● **PROBLEM DETAILS**: Whenever the word "canvas" appears in a line of the data below, copy that line.
··· DATASET RECORDS
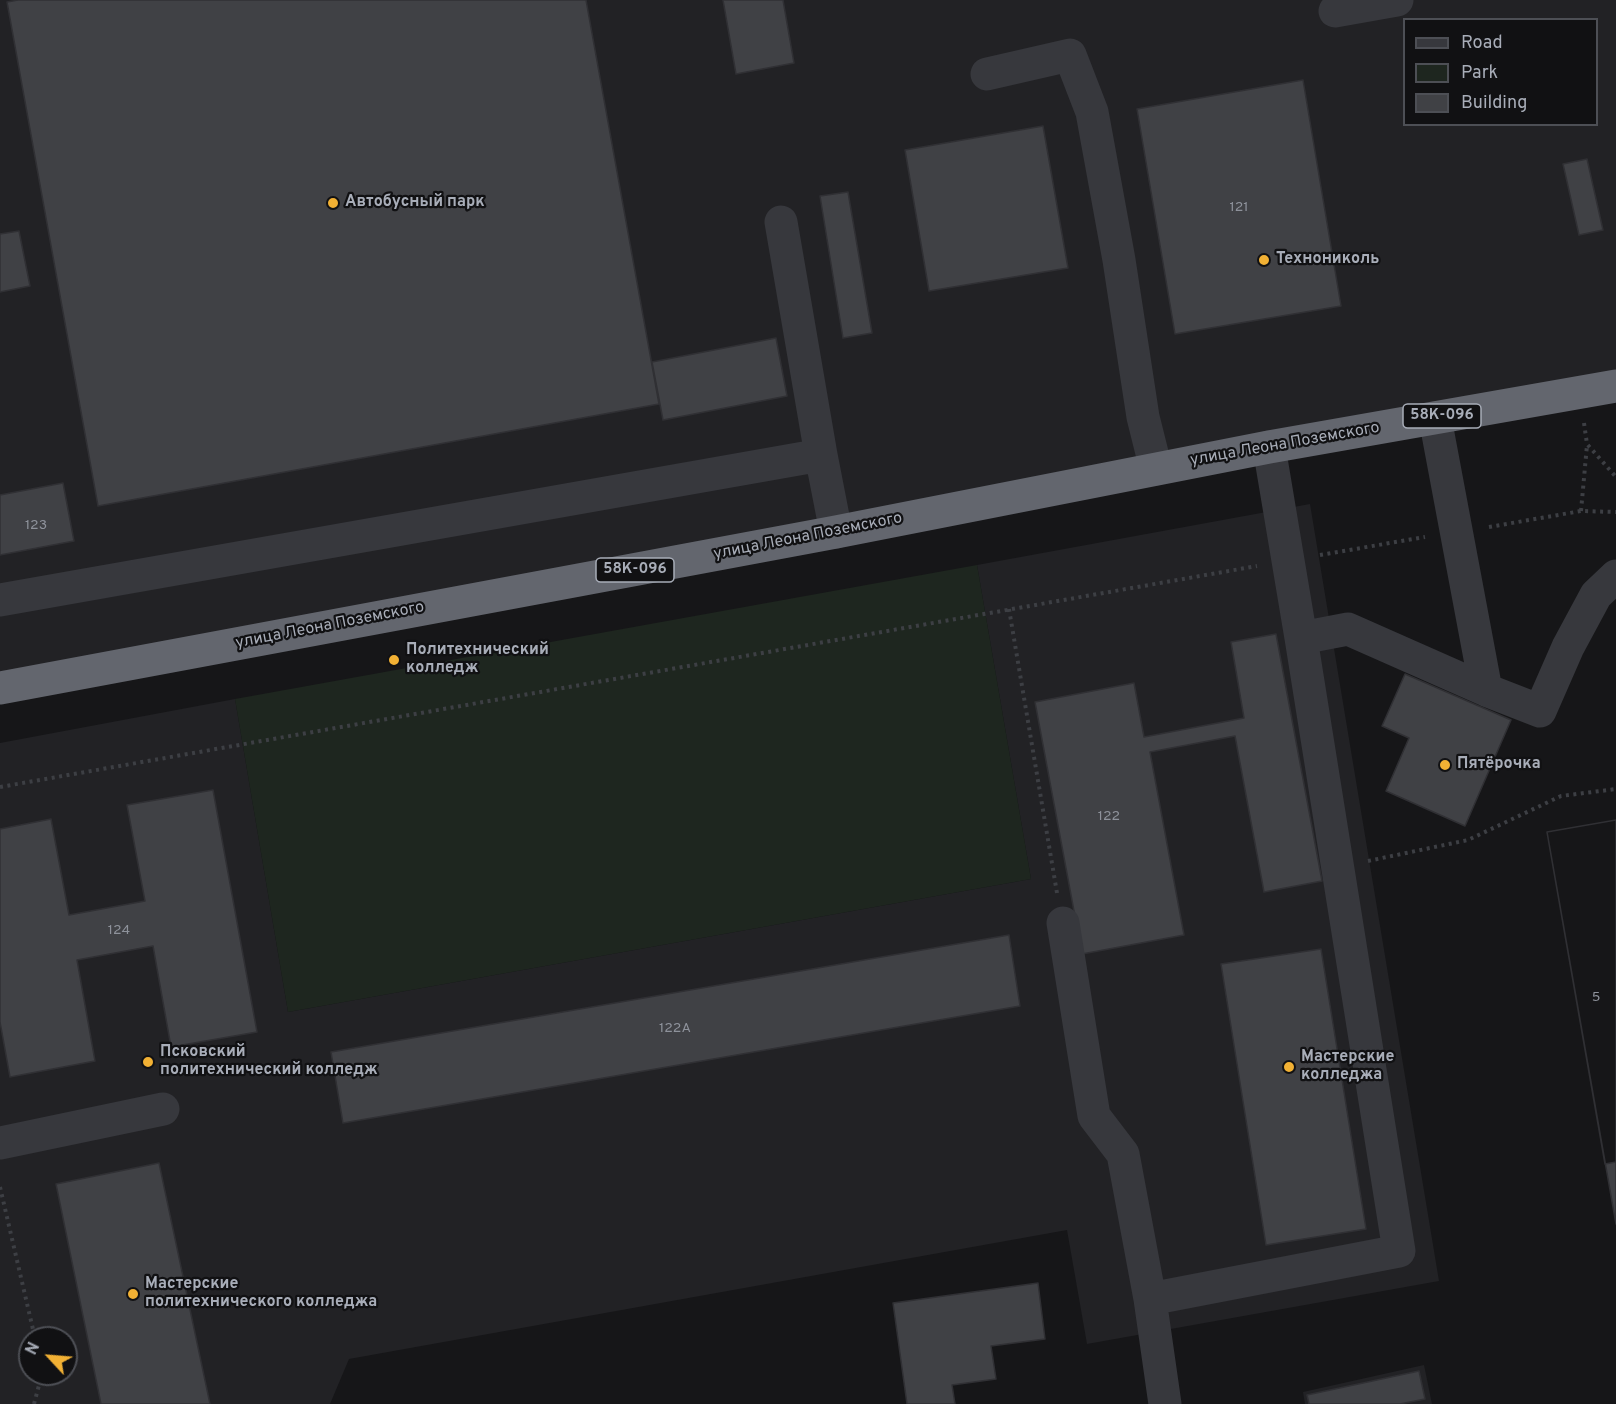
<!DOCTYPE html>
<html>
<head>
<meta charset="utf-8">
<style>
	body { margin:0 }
	#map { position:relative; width:1616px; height:1404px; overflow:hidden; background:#161618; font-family:Overpass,sans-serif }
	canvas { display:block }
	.legend { position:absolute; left:1403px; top:18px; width:195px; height:108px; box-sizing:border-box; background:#111113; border:2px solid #4d4f55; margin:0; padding:8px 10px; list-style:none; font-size:18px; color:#a8adb8 }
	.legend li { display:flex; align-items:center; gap:12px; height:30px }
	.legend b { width:30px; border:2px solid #4d4f55 }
	.north { position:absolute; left:18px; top:1326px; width:60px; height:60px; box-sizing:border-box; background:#111113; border:2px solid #4d4f55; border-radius:50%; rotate:296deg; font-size:16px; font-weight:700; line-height:24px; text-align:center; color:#a8adb8 }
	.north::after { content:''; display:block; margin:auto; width:21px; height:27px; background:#f2b134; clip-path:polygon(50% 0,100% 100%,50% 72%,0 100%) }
</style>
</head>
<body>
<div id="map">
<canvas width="1616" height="1404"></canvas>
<ul class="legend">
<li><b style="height:8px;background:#37383d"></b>Road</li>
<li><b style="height:16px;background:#1e261f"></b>Park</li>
<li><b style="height:16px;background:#404145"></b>Building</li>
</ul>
<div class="north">N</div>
</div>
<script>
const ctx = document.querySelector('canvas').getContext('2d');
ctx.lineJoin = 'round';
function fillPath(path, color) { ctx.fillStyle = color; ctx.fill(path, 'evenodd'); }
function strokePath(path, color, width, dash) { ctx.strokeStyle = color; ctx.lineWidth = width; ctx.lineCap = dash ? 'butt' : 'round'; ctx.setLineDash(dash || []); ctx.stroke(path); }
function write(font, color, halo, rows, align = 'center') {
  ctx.font = font + ' Overpass,sans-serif'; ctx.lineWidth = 4.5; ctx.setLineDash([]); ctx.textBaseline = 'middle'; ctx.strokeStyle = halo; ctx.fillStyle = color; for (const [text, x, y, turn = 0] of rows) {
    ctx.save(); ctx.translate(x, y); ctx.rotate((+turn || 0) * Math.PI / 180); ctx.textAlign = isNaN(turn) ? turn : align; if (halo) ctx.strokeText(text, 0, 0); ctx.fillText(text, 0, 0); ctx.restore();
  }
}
fillPath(new Path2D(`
	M0,0H1616V377L0,679ZM1404,20H1596V124H1404Z
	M1310,504L1439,1281L1087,1344L1067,1230L349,1359L330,1404H0V743L235,699L288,1012L1031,879L977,565ZM30,1338H66V1374H30Z
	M1424,1365L1432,1404H1305L1303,1392Z`), '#222225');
fillPath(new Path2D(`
	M977,565L1031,879L288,1012L235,699Z`), '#1e261f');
const building = new Path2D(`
	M18,0H586L659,404L98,506L7,2Z
	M723,0H783L794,63L736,74Z
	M1303,80L1341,306L1175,334L1137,109Z
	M1043,126L1068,268L929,291L905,150Z
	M1587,159L1603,230L1579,235L1563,164Z
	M848,192L872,333L843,338L820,196Z
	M19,231L30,286L0,292V234Z
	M776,338L787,396L663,420L652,362Z
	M63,483L74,541L0,555V495Z
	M1276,634L1322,881L1264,892L1235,736L1150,752L1184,935L1082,954L1035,702L1134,683L1144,737L1244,718L1231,642Z
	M1405,674L1511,720L1465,826L1386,791L1409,738L1382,726Z
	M213,790L257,1032L171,1047L153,946L77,960L95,1061L10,1077L0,1022V829L51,819L69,915L145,901L127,805Z
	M1616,820V1224L1547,832Z
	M1616,820V1162L1605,1164L1547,832Z
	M1009,935L1020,1006L343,1123L331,1052Z
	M1321,949L1366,1229L1266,1245L1221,964Z
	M159,1163L210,1404H101L56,1184Z
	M1038,1283L1045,1339L991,1346L996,1379L952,1385L955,1404H907L893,1303Z
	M1419,1371L1425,1399L1400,1404H1309L1307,1395Z`);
fillPath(building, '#404145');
strokePath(building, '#303034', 1.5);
strokePath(new Path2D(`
	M1584,423L1587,444L1616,477
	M1581,511L1587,445
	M1489,527L1581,511L1616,512
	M1320,555L1425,537
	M1009,609L1057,893
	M0,787L1257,566
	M1368,861L1468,840L1561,796L1616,789
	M0,1187L35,1338
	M34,1404L42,1374`), '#3d3f44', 4, [3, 4.5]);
strokePath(new Path2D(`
	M1335,11L1397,0
	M987,74L1070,55L1092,112L1119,260L1143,417L1156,469
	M781,222L821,455L836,532
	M1435,418L1486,690L1540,711L1568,647L1596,595L1616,576
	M0,600L821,455
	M1301,638L1348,629L1486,690
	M1063,923L1094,1116L1123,1154L1150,1299L1165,1404
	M0,1143L163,1109
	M1150,1299L1399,1251L1301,638L1269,447`), '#37383d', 33);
strokePath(new Path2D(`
	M0,688L836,532L1269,447L1616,386`), '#63666e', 33);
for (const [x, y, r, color] of [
	[333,203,6,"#f2b134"],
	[1264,260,6,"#f2b134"],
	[394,660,6,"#f2b134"],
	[1445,765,6,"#f2b134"],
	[148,1062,6,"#f2b134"],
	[1289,1067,6,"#f2b134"],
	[133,1294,6,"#f2b134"]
]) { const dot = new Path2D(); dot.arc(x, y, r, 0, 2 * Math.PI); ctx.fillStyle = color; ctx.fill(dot); strokePath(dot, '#111113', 2); }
write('14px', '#8e929b', null, [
	["121",1239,208],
	["123",36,526],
	["122",1109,817],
	["124",119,931],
	["5",1596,998],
	["122А",675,1029]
]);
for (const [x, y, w] of [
	[1442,416,78],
	[635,570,78]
]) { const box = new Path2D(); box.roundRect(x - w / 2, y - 12, w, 24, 4.5); ctx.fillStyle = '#111113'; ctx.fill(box); strokePath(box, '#a8adb8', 1.5); }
write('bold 15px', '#a8adb8', null, [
	["58К-096",1442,416],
	["58К-096",635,570]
]);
write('bold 16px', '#a8adb8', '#111113', [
	["Автобусный парк",345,203],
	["Технониколь",1276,260],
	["Политехнический",406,651],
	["колледж",406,669],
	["Пятёрочка",1457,765],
	["Псковский",160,1053],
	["политехнический колледж",160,1071],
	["Мастерские",1301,1058],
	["колледжа",1301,1076],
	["Мастерские",145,1285],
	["политехнического колледжа",145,1303]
], 'left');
write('16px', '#a8adb8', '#111113', [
	["улица Леона Поземского",1285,445,-10],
	["улица Леона Поземского",808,537,-11],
	["улица Леона Поземского",330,626,-11]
]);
</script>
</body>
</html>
······
● **THE COMPLETED TASK**:
	canvas { display:block }
<canvas width="1616" height="1404"></canvas>
const ctx = document.querySelector('canvas').getContext('2d');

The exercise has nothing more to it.